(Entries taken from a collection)
┏━━

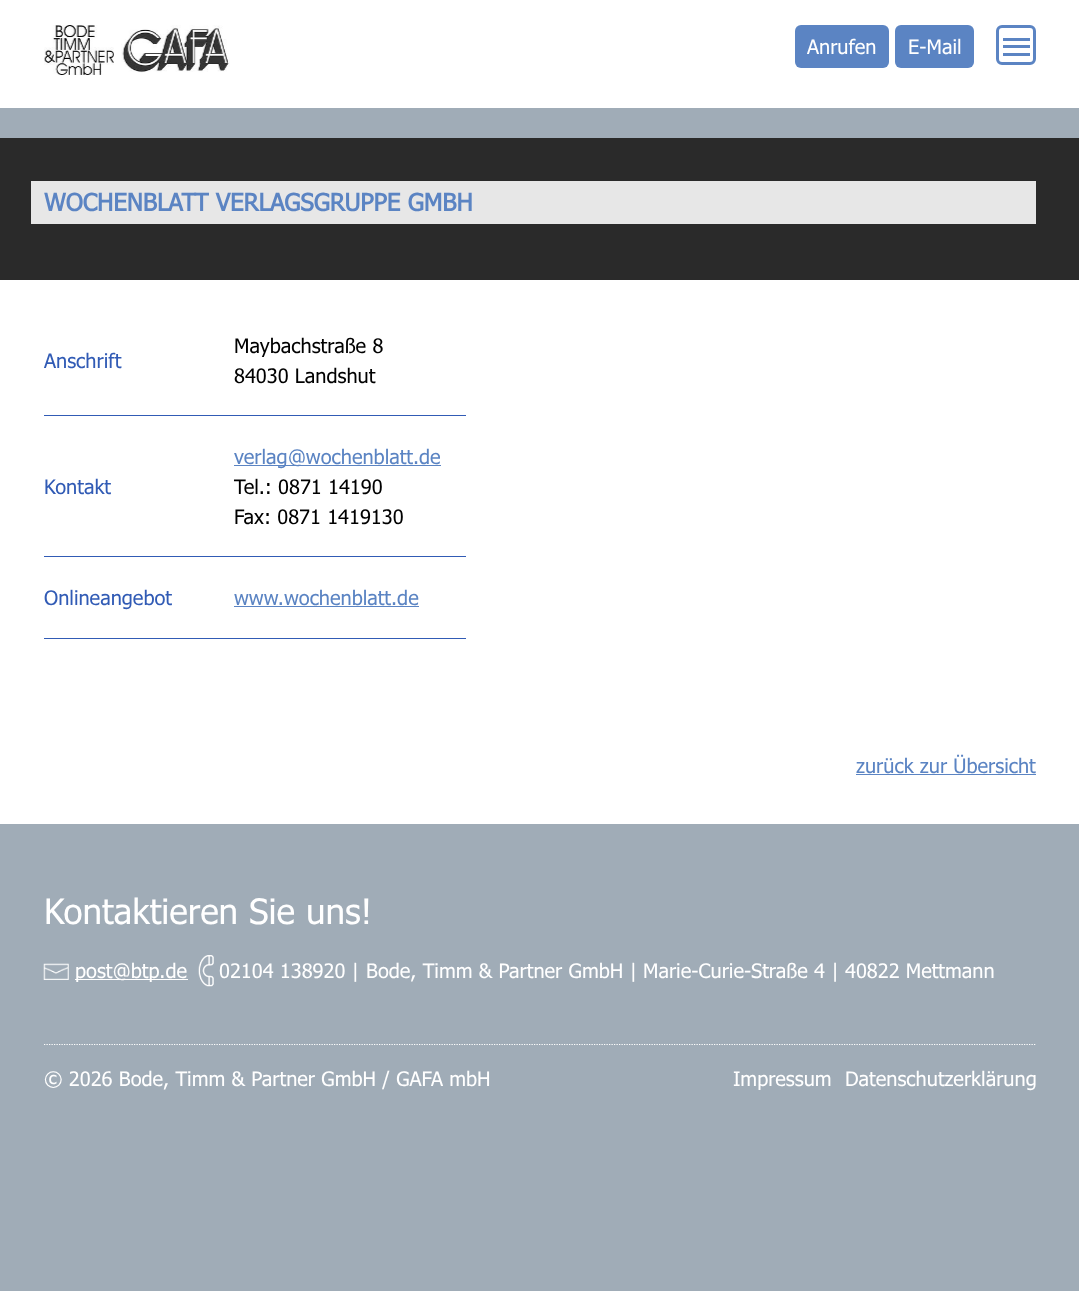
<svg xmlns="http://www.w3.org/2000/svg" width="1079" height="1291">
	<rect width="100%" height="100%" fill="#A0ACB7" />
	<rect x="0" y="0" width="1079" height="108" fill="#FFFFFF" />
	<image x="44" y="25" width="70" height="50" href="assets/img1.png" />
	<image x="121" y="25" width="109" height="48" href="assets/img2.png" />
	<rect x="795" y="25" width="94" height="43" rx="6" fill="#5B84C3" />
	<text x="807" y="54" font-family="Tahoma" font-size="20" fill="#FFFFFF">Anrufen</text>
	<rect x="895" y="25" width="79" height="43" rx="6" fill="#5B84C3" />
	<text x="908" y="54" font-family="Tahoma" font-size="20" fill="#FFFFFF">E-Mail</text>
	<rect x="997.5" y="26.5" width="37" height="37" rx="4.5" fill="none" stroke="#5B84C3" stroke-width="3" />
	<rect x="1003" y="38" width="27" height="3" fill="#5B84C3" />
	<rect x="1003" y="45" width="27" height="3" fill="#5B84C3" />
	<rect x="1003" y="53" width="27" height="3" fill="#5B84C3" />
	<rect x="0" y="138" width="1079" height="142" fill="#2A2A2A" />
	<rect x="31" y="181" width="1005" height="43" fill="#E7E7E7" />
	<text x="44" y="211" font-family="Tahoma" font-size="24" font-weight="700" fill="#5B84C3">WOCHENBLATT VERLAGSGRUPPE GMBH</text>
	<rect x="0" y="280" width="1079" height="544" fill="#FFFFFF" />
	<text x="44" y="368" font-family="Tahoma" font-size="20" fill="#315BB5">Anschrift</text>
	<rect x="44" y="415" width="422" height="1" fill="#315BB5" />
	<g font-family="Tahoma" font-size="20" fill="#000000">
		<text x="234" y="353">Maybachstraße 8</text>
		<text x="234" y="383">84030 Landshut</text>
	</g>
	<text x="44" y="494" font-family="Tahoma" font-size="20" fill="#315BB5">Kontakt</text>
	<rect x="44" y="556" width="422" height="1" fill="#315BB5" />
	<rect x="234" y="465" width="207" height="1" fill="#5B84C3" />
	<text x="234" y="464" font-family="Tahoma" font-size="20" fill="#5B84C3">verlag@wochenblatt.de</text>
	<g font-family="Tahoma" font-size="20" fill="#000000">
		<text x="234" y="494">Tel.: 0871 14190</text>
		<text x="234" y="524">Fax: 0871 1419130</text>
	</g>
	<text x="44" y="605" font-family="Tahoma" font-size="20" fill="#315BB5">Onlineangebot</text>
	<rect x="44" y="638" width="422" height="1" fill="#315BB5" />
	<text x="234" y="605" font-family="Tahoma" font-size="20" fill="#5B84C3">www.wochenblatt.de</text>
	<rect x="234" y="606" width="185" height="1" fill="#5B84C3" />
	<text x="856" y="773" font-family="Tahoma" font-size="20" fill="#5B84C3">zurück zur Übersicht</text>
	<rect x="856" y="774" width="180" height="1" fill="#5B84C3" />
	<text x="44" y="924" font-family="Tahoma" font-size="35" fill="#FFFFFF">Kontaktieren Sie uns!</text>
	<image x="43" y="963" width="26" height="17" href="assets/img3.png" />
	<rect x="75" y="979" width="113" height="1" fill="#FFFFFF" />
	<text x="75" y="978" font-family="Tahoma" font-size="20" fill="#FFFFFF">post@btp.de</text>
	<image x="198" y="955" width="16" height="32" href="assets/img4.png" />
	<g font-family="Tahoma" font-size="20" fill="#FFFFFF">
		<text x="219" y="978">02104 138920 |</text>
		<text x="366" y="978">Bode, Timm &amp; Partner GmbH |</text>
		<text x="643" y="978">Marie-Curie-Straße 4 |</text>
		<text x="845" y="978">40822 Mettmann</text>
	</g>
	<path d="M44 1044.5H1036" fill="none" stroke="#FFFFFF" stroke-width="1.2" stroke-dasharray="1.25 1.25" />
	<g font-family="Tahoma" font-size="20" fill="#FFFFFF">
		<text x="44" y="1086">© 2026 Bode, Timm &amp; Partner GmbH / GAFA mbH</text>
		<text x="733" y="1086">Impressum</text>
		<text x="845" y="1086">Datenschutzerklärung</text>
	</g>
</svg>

┗━━
┏━━

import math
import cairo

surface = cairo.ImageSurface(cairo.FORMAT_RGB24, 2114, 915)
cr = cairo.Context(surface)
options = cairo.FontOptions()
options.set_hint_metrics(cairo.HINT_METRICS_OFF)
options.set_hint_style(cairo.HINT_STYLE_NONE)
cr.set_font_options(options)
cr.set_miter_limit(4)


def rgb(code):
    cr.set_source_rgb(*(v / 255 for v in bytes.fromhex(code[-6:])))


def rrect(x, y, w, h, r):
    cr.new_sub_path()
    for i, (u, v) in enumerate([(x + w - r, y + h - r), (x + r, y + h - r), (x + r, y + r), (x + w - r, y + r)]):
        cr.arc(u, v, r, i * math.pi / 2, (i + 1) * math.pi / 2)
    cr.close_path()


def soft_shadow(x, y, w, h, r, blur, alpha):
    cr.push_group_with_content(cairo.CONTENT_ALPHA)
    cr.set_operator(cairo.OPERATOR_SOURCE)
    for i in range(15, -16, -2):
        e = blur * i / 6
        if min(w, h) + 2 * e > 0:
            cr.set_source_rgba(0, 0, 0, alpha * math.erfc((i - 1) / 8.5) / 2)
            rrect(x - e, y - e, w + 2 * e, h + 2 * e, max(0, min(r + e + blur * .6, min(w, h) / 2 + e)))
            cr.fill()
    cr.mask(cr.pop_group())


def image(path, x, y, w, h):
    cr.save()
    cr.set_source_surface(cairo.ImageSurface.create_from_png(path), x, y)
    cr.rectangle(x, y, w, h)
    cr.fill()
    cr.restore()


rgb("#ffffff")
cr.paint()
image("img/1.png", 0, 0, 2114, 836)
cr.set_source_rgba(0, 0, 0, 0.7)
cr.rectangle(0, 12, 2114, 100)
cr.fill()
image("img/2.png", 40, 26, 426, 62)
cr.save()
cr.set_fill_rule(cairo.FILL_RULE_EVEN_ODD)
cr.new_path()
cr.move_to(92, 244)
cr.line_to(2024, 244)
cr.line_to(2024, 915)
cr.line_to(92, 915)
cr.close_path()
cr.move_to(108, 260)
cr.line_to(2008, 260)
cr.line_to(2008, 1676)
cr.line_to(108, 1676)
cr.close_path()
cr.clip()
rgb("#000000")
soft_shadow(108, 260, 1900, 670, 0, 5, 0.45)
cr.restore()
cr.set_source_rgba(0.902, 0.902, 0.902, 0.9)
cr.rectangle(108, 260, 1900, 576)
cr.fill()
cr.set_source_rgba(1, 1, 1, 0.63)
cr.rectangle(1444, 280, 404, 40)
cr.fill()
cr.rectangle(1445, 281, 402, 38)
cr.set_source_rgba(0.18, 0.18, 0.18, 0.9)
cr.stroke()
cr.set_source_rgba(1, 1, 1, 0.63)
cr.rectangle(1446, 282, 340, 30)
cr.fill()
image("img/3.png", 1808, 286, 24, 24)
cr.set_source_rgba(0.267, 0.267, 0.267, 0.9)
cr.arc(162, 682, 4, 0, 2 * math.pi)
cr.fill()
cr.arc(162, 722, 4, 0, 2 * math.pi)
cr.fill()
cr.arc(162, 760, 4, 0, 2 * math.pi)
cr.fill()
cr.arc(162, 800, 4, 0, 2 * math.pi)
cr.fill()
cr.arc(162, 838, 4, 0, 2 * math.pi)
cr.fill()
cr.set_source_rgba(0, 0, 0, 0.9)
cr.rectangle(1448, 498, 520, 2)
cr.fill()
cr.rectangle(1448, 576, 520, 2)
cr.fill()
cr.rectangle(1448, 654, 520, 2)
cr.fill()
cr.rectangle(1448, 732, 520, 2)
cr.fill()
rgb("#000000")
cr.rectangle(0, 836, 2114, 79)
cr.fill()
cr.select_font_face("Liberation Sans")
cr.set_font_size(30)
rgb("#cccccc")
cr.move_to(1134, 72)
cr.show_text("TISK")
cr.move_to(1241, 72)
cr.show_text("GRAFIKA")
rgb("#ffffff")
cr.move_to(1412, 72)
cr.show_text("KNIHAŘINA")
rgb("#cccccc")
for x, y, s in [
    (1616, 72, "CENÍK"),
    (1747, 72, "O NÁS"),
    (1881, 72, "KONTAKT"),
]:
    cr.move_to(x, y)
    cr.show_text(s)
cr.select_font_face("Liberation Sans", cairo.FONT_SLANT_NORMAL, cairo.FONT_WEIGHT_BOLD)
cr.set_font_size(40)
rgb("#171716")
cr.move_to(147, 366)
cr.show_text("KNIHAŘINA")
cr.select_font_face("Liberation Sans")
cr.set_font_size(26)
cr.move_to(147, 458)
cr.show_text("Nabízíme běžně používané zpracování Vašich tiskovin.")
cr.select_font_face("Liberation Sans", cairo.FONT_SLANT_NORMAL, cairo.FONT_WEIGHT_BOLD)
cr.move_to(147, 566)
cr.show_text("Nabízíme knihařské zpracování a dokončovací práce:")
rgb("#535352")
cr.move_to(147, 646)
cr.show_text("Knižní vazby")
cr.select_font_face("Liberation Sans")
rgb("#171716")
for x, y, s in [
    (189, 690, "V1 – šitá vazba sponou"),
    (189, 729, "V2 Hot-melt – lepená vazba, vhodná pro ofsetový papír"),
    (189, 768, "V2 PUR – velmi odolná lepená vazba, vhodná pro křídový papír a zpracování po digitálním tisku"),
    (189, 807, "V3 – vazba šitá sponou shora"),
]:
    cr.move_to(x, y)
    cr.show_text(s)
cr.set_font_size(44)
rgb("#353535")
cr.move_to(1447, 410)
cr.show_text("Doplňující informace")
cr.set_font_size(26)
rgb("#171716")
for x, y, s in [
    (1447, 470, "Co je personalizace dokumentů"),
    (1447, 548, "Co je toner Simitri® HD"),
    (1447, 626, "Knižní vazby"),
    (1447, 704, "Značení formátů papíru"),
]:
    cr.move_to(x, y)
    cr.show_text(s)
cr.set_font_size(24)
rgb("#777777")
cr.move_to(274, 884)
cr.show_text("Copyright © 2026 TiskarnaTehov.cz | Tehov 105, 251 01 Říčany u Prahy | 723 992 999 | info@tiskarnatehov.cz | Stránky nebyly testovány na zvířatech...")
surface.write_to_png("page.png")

┗━━

> [What you need to do] Among the entries above, how many lines include the word "rrect"? Reply with the number only.

> [Solution to this exercise] 2